Despite all the incentives given, the leverage granted and the strategic infrastructures deployed, the private investments remain poor. The economic operators adopted a wait-and-see attitude, due to the lack of visibility and communication with the public sector, which drastically reduces the probability of a significant economic growth. The public sector invested 195 billion dirhams in 2018. This budget is based mainly on taxes and international aids. Still, this budget was not fully consumed due to low execution rate (less than 60%) (MASMOUDI, 2018).
On another side, the private sector investments are mainly based on the local operators rather than the international ones. This situation explains the Moroccan economy resilience during the last economic crises.
The lack of visibility and communication between the public and private sectors is one of the biggest problems the Moroccan government needs to face. Another issue, discussed with His Excellency Secretary of State in charge of Investments- Othman El Ferdaous, is the public investment strategies deployment and convergence. The lack of skilled resources in public administration generate a high rate of external consultant use (McKinsey ,BCG..).
The major problem with external consultants is that these companies draw strategies while their missions never exceed a three month terms. thus, their strategies are neither followed nor reported the way they ought to be. Indeed, the continuity of those strategies cannot be ensured.
2. Public sector intervention model
The public sector acts as an influential body and catalyst for private initiatives. It supports the economic growth of destinations through the initiation and the development of strategic and structural projects with high added value.
The financing of these structuring projects is done through public companies. These companies are mainly in the form of public limited companies wholly owned by the public funds or in the framework of a PPP model with the private actors. In this case, the public funds are at least 34% of the capital of society created in order to keep the right of decision-making process and to ensure a good governance.
These public enterprises become key players in the Kingdom’s economic and social development growth. Casa Transport, Société du Tram de Rabat Salé and the Moroccan agency for the development of the Bouregreg valley are three examples of the PPP results (Société de développement Local). The first one is 60% owned by the state, 30% by the local municipality and 10% by the private sector.
The main difference between the two first SDLs is that the “Casa Transport” has a large scope than “Société de tram de Rabat Salé”. The first one manages transportation in Casablanca (Tramway, bus etc.) and organization of public space and areas and the second one is only responsible for the tramway. The first model permits to this public company to be more efficient and effective in the development of their projects.

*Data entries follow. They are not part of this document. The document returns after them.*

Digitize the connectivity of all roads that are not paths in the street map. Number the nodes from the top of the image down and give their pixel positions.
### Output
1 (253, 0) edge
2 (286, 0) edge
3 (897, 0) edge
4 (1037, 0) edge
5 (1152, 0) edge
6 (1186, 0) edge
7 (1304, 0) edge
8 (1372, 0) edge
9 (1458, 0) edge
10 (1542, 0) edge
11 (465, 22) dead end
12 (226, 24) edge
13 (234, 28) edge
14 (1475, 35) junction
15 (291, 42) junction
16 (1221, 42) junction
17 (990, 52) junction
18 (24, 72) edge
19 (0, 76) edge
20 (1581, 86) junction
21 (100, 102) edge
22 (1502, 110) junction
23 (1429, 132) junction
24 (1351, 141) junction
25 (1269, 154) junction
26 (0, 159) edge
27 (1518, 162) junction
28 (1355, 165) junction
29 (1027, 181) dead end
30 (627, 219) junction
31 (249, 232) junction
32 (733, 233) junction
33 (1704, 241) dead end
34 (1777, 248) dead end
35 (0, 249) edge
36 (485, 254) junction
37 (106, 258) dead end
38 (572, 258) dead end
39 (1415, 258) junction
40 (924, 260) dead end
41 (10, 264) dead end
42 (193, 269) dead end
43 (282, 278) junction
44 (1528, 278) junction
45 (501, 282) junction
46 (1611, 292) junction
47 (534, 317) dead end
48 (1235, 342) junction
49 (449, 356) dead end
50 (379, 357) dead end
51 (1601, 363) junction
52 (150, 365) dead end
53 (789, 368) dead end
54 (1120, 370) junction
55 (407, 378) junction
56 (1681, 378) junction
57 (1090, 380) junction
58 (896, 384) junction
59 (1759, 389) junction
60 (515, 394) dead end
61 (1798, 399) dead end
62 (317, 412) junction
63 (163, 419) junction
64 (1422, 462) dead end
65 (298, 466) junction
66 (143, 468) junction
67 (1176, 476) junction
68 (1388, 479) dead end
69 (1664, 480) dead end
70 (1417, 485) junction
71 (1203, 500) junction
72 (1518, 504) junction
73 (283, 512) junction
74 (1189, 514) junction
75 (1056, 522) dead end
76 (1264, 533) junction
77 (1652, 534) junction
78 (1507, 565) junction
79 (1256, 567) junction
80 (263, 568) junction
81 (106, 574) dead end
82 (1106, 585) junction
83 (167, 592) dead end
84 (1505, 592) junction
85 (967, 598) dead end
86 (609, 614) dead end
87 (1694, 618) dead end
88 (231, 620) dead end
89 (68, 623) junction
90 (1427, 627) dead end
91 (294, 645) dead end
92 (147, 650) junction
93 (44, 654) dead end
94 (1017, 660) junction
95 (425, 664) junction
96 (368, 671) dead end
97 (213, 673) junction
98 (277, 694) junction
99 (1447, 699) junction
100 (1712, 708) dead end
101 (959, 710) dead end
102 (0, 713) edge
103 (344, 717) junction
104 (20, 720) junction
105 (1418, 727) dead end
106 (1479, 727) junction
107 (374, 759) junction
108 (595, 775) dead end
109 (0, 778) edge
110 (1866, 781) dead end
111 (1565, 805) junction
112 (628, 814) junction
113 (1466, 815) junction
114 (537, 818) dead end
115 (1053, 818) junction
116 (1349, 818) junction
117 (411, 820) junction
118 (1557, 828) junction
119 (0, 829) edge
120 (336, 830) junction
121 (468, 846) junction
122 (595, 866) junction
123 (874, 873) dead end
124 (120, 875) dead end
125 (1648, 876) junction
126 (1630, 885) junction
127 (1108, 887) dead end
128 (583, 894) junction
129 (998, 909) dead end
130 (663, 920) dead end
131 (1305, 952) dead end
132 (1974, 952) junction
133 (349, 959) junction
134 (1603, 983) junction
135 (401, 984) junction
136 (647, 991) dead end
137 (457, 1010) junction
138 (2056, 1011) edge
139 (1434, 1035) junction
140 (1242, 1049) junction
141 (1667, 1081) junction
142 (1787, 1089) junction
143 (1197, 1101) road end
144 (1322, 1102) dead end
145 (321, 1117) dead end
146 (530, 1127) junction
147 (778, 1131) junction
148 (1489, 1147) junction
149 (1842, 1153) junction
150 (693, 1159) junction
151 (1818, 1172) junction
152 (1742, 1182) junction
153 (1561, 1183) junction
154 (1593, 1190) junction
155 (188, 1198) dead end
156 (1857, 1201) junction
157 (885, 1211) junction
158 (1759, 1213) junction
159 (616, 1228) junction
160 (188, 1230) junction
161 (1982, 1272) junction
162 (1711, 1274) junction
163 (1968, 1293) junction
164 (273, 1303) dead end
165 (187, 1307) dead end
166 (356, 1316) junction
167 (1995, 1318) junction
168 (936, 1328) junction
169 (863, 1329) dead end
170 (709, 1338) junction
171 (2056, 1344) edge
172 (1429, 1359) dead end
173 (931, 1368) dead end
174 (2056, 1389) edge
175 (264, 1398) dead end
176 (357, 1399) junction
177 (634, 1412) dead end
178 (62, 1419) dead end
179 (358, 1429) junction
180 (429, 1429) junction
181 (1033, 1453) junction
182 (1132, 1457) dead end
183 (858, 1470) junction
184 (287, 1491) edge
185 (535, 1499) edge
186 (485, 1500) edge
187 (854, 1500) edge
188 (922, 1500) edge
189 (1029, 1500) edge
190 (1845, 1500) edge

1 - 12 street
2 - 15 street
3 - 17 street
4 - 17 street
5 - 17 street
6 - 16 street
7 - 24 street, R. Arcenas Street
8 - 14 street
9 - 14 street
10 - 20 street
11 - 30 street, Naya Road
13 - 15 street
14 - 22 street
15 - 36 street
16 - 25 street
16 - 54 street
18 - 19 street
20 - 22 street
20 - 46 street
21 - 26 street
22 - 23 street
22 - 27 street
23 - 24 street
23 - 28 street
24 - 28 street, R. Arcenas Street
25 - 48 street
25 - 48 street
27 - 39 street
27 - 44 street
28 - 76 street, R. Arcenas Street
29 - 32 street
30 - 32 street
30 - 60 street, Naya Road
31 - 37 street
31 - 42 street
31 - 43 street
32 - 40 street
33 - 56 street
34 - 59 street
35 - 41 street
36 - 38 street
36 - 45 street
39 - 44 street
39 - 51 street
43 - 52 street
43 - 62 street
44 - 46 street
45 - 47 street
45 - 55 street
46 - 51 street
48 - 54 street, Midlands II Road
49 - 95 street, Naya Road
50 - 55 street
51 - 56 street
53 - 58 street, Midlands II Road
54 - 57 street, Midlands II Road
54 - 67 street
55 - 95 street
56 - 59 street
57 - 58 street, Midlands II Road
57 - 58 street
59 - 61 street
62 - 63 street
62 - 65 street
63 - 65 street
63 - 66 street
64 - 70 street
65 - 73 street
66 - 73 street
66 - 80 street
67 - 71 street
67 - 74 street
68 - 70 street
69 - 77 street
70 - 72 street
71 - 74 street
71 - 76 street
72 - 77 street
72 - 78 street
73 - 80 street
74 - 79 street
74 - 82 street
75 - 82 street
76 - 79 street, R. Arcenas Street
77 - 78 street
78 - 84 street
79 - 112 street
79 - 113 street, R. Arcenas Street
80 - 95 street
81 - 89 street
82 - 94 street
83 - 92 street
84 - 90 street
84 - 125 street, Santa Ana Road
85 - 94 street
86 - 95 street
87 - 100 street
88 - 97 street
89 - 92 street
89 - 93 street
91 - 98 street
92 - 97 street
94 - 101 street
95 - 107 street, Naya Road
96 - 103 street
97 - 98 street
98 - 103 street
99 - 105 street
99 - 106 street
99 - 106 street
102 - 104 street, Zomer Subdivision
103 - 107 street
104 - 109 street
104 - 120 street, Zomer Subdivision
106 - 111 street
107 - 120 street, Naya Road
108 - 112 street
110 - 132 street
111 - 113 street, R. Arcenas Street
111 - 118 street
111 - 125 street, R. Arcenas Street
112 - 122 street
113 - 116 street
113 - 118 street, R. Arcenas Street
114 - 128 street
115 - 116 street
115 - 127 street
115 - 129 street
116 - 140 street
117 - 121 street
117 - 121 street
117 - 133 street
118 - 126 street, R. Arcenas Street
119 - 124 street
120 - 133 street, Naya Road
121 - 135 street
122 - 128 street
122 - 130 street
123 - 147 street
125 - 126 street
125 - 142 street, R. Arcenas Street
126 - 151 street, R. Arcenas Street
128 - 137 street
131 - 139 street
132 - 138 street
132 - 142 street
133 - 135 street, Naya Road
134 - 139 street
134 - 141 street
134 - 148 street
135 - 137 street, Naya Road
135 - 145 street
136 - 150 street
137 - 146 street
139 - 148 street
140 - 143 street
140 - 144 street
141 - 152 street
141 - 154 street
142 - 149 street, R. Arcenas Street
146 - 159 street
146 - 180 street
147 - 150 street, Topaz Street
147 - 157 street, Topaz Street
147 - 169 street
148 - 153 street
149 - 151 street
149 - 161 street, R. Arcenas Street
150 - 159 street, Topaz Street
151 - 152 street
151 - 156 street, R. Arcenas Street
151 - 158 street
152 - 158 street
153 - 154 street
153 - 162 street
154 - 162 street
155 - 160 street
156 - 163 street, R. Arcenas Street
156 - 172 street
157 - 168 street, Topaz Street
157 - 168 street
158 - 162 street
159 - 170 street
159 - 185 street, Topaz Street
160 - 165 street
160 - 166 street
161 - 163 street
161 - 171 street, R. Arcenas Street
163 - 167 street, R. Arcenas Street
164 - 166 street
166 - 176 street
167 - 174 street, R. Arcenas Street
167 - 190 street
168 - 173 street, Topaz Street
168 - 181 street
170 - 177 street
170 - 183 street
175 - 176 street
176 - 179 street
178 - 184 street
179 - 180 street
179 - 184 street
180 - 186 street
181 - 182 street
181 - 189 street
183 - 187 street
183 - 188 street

But for the both structures, the process of decision making is complex due to the wide range and multitude of stakeholders involved in this process.
Indeed, in Morocco, one of the bottlenecks in the implementation of strategies and the development of strategic projects is the decision-making process that involves many players from central government and local ones such as the municipalities.
Aware of this problem, the kingdom has launched the process of regionalization in order to decentralize the power of decision towards the regions and local authorities. This will give them sufficient legal power as the first step for simplifying the process of decision making and the facilitation of the development of PPP projects in line with local needs.
IV. Conclusion: Suggestions and recommendations
In terms of the lack of strategies convergence:
– The creation of an autonomous and non-governmental structure whose main missions are to
o the convergence between the various public policies o the evaluation and monitoring of the achievements
- – The creation of a database regrouping and consolidating all the projects foreseen in the action plans for setting up the various sectoral strategies. This database will provide a global vision of all structuring and complementary projects as well as better planning.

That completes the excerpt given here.